• [Required action] Restating the records exactly is the whole task.

• [Records]
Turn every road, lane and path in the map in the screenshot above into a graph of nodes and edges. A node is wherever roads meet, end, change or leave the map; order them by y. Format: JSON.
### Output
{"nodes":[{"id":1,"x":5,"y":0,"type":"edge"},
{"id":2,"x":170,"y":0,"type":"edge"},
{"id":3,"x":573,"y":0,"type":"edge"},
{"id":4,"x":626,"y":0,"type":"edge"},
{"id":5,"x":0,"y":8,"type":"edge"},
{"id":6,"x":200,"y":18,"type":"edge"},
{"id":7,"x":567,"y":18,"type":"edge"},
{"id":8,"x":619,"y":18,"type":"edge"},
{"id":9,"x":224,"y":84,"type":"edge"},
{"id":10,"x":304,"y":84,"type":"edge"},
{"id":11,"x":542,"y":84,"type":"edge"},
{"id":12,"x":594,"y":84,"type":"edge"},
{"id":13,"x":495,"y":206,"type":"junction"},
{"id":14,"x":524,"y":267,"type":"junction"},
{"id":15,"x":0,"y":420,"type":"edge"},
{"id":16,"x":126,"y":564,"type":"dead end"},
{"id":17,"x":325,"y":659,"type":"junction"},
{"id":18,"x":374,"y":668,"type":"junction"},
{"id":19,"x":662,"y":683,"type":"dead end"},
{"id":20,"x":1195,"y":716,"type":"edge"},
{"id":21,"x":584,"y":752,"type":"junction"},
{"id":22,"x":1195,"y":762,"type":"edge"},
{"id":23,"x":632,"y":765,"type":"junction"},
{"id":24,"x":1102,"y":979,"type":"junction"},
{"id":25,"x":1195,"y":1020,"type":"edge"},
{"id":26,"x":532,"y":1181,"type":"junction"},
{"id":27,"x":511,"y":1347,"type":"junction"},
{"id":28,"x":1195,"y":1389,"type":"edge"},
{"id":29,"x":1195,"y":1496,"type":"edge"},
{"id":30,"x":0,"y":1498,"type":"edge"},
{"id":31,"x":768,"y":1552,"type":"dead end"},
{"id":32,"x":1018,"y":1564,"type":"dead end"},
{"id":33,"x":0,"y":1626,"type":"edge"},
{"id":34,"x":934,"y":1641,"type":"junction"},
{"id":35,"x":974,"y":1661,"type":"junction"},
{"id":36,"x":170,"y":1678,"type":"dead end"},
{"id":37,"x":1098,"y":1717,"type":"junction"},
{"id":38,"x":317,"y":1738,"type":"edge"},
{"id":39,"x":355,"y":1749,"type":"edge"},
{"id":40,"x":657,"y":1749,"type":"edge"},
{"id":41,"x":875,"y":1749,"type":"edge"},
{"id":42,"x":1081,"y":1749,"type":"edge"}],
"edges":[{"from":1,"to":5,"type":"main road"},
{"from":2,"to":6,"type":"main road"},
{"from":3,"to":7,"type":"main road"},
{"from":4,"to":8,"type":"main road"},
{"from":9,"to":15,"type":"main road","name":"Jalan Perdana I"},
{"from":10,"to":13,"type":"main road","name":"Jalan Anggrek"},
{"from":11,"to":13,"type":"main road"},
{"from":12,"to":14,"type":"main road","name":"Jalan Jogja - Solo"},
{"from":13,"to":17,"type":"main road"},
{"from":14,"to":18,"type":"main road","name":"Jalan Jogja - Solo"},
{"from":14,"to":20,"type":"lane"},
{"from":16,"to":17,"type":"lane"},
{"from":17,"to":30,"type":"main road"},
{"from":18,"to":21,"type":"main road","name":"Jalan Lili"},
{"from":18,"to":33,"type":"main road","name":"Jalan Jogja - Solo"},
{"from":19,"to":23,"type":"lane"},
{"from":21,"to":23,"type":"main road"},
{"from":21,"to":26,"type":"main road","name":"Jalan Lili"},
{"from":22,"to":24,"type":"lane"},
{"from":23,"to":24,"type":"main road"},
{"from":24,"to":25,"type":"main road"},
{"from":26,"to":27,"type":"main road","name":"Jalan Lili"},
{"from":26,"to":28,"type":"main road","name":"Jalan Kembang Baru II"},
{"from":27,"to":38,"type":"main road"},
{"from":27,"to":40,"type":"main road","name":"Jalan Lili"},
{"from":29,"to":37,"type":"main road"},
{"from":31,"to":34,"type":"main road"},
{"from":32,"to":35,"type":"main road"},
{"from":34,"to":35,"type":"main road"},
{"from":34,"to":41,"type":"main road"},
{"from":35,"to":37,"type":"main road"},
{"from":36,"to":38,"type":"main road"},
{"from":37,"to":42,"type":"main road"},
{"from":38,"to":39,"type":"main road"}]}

• [Output below]
Turn every road, lane and path in the map in the screenshot above into a graph of nodes and edges. A node is wherever roads meet, end, change or leave the map; order them by y. Format: JSON.
### Output
{"nodes":[{"id":1,"x":5,"y":0,"type":"edge"},
{"id":2,"x":170,"y":0,"type":"edge"},
{"id":3,"x":573,"y":0,"type":"edge"},
{"id":4,"x":626,"y":0,"type":"edge"},
{"id":5,"x":0,"y":8,"type":"edge"},
{"id":6,"x":200,"y":18,"type":"edge"},
{"id":7,"x":567,"y":18,"type":"edge"},
{"id":8,"x":619,"y":18,"type":"edge"},
{"id":9,"x":224,"y":84,"type":"edge"},
{"id":10,"x":304,"y":84,"type":"edge"},
{"id":11,"x":542,"y":84,"type":"edge"},
{"id":12,"x":594,"y":84,"type":"edge"},
{"id":13,"x":495,"y":206,"type":"junction"},
{"id":14,"x":524,"y":267,"type":"junction"},
{"id":15,"x":0,"y":420,"type":"edge"},
{"id":16,"x":126,"y":564,"type":"dead end"},
{"id":17,"x":325,"y":659,"type":"junction"},
{"id":18,"x":374,"y":668,"type":"junction"},
{"id":19,"x":662,"y":683,"type":"dead end"},
{"id":20,"x":1195,"y":716,"type":"edge"},
{"id":21,"x":584,"y":752,"type":"junction"},
{"id":22,"x":1195,"y":762,"type":"edge"},
{"id":23,"x":632,"y":765,"type":"junction"},
{"id":24,"x":1102,"y":979,"type":"junction"},
{"id":25,"x":1195,"y":1020,"type":"edge"},
{"id":26,"x":532,"y":1181,"type":"junction"},
{"id":27,"x":511,"y":1347,"type":"junction"},
{"id":28,"x":1195,"y":1389,"type":"edge"},
{"id":29,"x":1195,"y":1496,"type":"edge"},
{"id":30,"x":0,"y":1498,"type":"edge"},
{"id":31,"x":768,"y":1552,"type":"dead end"},
{"id":32,"x":1018,"y":1564,"type":"dead end"},
{"id":33,"x":0,"y":1626,"type":"edge"},
{"id":34,"x":934,"y":1641,"type":"junction"},
{"id":35,"x":974,"y":1661,"type":"junction"},
{"id":36,"x":170,"y":1678,"type":"dead end"},
{"id":37,"x":1098,"y":1717,"type":"junction"},
{"id":38,"x":317,"y":1738,"type":"edge"},
{"id":39,"x":355,"y":1749,"type":"edge"},
{"id":40,"x":657,"y":1749,"type":"edge"},
{"id":41,"x":875,"y":1749,"type":"edge"},
{"id":42,"x":1081,"y":1749,"type":"edge"}],
"edges":[{"from":1,"to":5,"type":"main road"},
{"from":2,"to":6,"type":"main road"},
{"from":3,"to":7,"type":"main road"},
{"from":4,"to":8,"type":"main road"},
{"from":9,"to":15,"type":"main road","name":"Jalan Perdana I"},
{"from":10,"to":13,"type":"main road","name":"Jalan Anggrek"},
{"from":11,"to":13,"type":"main road"},
{"from":12,"to":14,"type":"main road","name":"Jalan Jogja - Solo"},
{"from":13,"to":17,"type":"main road"},
{"from":14,"to":18,"type":"main road","name":"Jalan Jogja - Solo"},
{"from":14,"to":20,"type":"lane"},
{"from":16,"to":17,"type":"lane"},
{"from":17,"to":30,"type":"main road"},
{"from":18,"to":21,"type":"main road","name":"Jalan Lili"},
{"from":18,"to":33,"type":"main road","name":"Jalan Jogja - Solo"},
{"from":19,"to":23,"type":"lane"},
{"from":21,"to":23,"type":"main road"},
{"from":21,"to":26,"type":"main road","name":"Jalan Lili"},
{"from":22,"to":24,"type":"lane"},
{"from":23,"to":24,"type":"main road"},
{"from":24,"to":25,"type":"main road"},
{"from":26,"to":27,"type":"main road","name":"Jalan Lili"},
{"from":26,"to":28,"type":"main road","name":"Jalan Kembang Baru II"},
{"from":27,"to":38,"type":"main road"},
{"from":27,"to":40,"type":"main road","name":"Jalan Lili"},
{"from":29,"to":37,"type":"main road"},
{"from":31,"to":34,"type":"main road"},
{"from":32,"to":35,"type":"main road"},
{"from":34,"to":35,"type":"main road"},
{"from":34,"to":41,"type":"main road"},
{"from":35,"to":37,"type":"main road"},
{"from":36,"to":38,"type":"main road"},
{"from":37,"to":42,"type":"main road"},
{"from":38,"to":39,"type":"main road"}]}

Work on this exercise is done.